Below is a dendrogram from Prideaux (1999) showing his hypothesis of potoroine relationships:

==Paleobiology==
Milliyowi is known from the Hamilton Local Fauna, which itself is derived from an unnamed lithic unit located approximately 7 km (4.3 mi) west of Hamilton, Victoria. The unit overlies the off-shore marine Grange Burn Formation, and underlies a basalt flow. Based on the presence of certain taxa, the environment is interpreted as predominately rainforest, with patches of other wet forests and open grassy areas. Charred tree stumps of Phyllocladus have been found directly under the layer of basalt. Fossil pollen belonging to Podocarpus, Dacrydium, Phyllocladus, Casuarina, Nothofagus, Myrtaceae, and Poaceae have also been recovered. The age of the Hamilton Local Fauna is constrained between 4.46 ± 0.01 and 4.47 million years.
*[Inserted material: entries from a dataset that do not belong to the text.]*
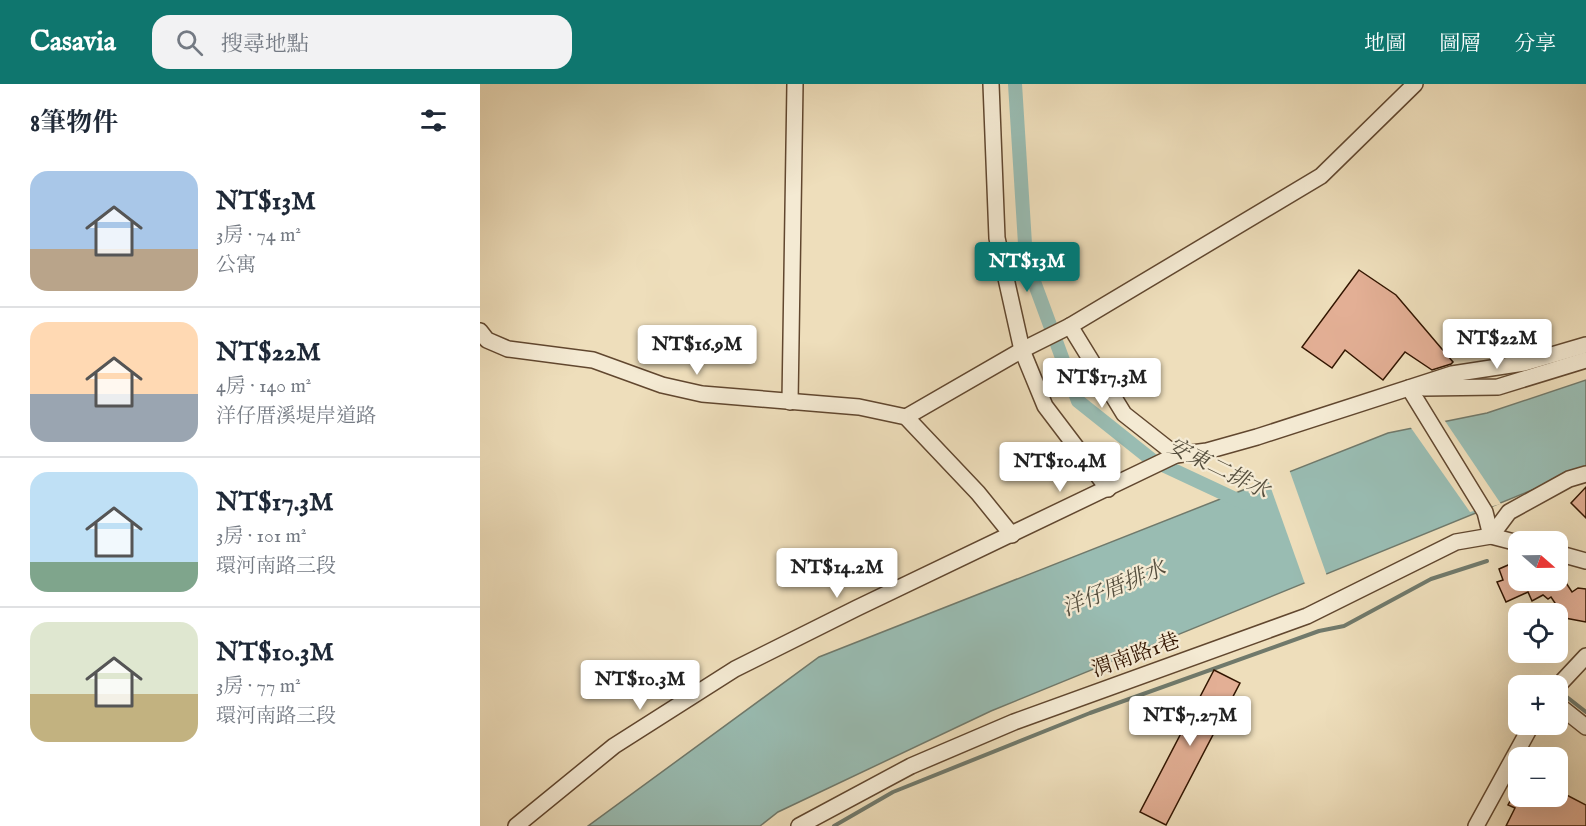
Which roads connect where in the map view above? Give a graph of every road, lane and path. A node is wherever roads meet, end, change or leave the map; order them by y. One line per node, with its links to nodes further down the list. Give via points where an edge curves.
1 (795, 84): 10 (street)
2 (991, 84): 7 (street, via 998,238)
3 (1415, 84): 4 (street, via 1322,176)
4 (1066, 328): 7 (street); 12 (street, via 1124,414)
5 (480, 332): 10 (street, via 487,340 508,349 593,360 692,392)
6 (1586, 345): 9 (street, via 1524,363 1452,374)
7 (1027, 347): 11 (street); 14 (street, via 1045,406)
8 (1586, 360): 9 (street, via 1498,387)
9 (1409, 388): 12 (street, via 1257,437); 16 (street, via 1485,512)
10 (790, 402): 11 (street, via 859,407)
11 (906, 417): 15 (street)
12 (1176, 455): 14 (street)
13 (1586, 474): 16 (street, via 1569,479 1509,512)
14 (1108, 489): 15 (street)
15 (1012, 535): 25 (street, via 735,669 614,746)
16 (1491, 536): 17 (street); 26 (street, 渭南路1巷, via 1456,542 1307,616 1014,722 900,771)
17 (1508, 540)
18 (1568, 556): 19 (street)
19 (1586, 561)
20 (1586, 656): 21 (street)
21 (1568, 675)
22 (1568, 713): 23 (street)
23 (1586, 727)
24 (1526, 735): 27 (street)
25 (516, 826)
26 (799, 826)
27 (1476, 826)

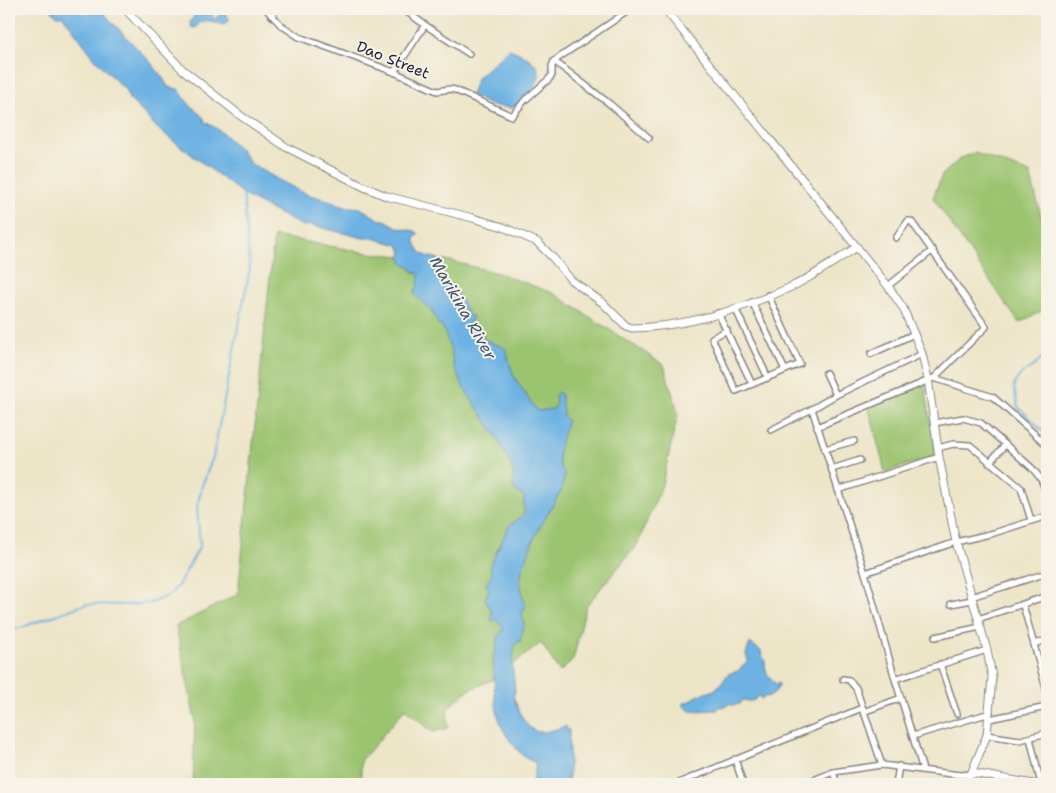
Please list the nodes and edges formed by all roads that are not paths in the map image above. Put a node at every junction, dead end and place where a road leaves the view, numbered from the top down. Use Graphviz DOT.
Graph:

The Hamilton Local Fauna preserves a diverse assemblage of mammals. Other macropods present include the propleopine Propleopus, the hypisprymnodontine Hypsiprymnodon, the lagostrophine Troposodon, the sthenurine Simosthenurus, and the macropodines Dorcopsis wintercookorum, cf. Dendrolagus, Thylogale ignis, Kurrabi pelchenorum, Protemnodon, Notamacropus and cf. Wallabia. Possums are represented by the burramyid Burramys triradiatus, the ektopodontid Darcius duggani, the phalangerids Trichosurus hamiltonensis and Onirocuscus notialis, the petaurids Petaurus cf. norfolcensis and Petaurus cf. australis, and the pseudocheirids Pseudokoala erlita, Tous stirtoni and Petauroides marshalli. The presence of the dasyurid Antechinus and the palorchestid Palorchestes pickeringi is also notable.